Module core.utilities.format_utils

Functions

def clean_html(html_to_clean: str, tags_to_remove: List[str] = ['style', 'svg', 'script'], attributes_to_keep: List[str] = ['id', 'href']) ‑> str

Clean HTML content by removing specified tags and attributes while keeping specified attributes.

Args

html_to_clean : str
The HTML content to clean.
tags_to_remove : List[str]
List of tags to remove from the HTML content. Default is ['style', 'svg', 'script'].
attributes_to_keep : List[str]
List of attributes to keep in the HTML tags. Default is ['id', 'href'].

Returns

str
The cleaned HTML content.

Example:

>>> from clean_html_for_llm import clean_html
>>> cleaned_html = clean_html('<div id="main" style="color:red">Hello <script>alert("World")</script></div>', tags_to_remove=['script'], attributes_to_keep=['id'])
def extract_and_eval(string, extract_list=True)
def extract_code_from_funct(funct: Callable) ‑> List[str]

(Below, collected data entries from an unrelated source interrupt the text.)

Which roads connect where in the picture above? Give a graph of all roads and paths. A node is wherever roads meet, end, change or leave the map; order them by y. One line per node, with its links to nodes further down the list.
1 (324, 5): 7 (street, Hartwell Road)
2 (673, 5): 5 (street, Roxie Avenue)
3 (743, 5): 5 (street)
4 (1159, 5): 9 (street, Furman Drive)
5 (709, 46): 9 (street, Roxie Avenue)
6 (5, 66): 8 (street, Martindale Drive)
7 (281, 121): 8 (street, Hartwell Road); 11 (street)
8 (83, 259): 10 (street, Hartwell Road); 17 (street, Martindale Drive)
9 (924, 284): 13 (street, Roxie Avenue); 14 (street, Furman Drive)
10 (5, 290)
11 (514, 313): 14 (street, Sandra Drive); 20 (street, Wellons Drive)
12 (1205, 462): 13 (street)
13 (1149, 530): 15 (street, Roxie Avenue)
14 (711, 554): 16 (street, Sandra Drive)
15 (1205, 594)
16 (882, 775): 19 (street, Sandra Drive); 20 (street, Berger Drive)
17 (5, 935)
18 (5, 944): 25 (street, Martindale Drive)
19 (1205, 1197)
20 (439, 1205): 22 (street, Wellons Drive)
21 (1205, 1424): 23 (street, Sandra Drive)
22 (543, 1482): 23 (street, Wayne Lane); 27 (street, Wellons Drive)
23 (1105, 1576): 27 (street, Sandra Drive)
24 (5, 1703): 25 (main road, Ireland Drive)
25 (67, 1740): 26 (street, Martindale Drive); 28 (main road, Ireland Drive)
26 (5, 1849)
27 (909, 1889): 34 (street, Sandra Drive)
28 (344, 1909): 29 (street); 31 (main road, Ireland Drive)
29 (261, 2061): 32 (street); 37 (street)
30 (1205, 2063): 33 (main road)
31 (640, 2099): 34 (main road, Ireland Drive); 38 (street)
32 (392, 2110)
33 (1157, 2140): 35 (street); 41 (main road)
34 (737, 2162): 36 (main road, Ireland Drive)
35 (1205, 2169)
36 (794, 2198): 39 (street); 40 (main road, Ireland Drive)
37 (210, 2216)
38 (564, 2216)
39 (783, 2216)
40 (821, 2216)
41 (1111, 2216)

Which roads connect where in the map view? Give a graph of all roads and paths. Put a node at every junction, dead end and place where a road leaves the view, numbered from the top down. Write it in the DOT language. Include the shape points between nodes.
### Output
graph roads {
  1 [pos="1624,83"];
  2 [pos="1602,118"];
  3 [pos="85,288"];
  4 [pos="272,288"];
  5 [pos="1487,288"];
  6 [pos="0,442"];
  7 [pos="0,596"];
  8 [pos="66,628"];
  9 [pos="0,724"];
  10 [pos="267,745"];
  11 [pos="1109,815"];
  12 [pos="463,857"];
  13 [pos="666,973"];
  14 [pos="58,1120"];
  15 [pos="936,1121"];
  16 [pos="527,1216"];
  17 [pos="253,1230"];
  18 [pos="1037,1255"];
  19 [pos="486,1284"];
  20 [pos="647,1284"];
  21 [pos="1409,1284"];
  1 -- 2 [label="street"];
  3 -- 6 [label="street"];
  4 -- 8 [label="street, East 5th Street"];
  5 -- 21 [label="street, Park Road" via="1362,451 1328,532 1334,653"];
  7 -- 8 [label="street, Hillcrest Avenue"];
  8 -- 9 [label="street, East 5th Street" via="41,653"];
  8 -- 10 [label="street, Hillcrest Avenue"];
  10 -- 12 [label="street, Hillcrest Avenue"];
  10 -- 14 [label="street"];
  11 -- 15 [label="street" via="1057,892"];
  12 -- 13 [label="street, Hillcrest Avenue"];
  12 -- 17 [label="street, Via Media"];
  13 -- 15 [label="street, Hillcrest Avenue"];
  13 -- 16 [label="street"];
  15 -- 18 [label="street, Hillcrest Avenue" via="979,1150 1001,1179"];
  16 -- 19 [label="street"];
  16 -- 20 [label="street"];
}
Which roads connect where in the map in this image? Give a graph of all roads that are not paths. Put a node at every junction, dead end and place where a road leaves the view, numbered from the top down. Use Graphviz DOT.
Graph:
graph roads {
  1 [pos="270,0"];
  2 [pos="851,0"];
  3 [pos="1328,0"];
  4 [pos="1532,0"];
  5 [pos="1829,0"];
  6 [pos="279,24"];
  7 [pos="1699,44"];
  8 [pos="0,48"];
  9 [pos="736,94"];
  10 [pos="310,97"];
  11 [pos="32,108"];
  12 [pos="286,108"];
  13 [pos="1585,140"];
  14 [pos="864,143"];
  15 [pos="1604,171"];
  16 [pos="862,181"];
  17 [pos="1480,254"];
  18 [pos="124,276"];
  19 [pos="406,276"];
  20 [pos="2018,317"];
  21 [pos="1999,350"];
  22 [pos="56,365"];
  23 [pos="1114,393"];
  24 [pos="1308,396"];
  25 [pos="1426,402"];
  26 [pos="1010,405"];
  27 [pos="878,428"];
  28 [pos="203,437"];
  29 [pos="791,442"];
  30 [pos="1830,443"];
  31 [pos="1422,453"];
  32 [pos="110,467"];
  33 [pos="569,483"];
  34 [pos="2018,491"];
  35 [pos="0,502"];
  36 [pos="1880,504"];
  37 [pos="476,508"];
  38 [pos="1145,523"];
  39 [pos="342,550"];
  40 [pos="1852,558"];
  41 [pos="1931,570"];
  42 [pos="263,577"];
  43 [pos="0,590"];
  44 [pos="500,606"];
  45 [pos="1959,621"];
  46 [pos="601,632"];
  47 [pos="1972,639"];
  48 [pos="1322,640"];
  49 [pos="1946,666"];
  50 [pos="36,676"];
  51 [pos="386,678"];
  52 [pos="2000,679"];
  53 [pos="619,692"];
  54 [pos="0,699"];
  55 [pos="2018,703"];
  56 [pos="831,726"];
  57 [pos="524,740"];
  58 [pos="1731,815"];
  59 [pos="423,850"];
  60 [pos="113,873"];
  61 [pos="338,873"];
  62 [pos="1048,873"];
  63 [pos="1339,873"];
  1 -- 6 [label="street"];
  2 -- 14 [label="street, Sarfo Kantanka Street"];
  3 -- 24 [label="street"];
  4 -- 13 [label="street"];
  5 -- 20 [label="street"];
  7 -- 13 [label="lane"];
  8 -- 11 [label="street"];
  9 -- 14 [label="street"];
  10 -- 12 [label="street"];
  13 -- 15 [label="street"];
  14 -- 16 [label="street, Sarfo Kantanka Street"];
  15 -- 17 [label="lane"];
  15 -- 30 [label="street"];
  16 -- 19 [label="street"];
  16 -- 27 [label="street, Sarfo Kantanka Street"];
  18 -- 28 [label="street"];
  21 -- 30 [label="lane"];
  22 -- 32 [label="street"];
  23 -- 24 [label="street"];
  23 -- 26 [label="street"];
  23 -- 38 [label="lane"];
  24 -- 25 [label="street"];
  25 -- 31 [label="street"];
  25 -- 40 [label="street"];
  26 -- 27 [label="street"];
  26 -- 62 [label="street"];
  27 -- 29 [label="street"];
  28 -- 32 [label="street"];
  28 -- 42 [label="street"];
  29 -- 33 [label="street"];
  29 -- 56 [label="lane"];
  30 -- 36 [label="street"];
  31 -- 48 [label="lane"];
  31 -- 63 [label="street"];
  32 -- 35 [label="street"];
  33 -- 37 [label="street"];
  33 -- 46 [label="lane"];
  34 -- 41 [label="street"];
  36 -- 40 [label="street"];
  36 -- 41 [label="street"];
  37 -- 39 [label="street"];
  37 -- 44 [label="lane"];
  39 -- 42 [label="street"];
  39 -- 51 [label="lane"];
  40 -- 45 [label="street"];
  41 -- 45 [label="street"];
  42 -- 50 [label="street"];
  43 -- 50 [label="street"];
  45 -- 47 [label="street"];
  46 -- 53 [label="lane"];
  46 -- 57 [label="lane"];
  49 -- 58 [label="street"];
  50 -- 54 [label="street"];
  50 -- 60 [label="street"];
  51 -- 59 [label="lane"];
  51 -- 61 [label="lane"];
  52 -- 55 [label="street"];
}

Extract code lines from a function while removing the first line (function definition) and the last line (return) and correcting indentation

def extract_imports_from_lines(lines: List[str]) ‑> str

Only keep import lines from python code lines and join them

def extract_next_engine(text: str, next_engines: List[str] = ['Navigation Controls', 'Python Engine', 'Navigation Engine', 'COMPLETE']) ‑> str
def extract_world_model_instruction(text)
def keep_assignments(code_snippet)
def return_assigned_variables(code_snippet)

Returns the variables assigned in a code snippet.

Classes

class VariableVisitor

Helper class to visit AST nodes and extract variables assigned in the code.

Ancestors

  • ast.NodeVisitor

Methods

def visit_Assign(self, node)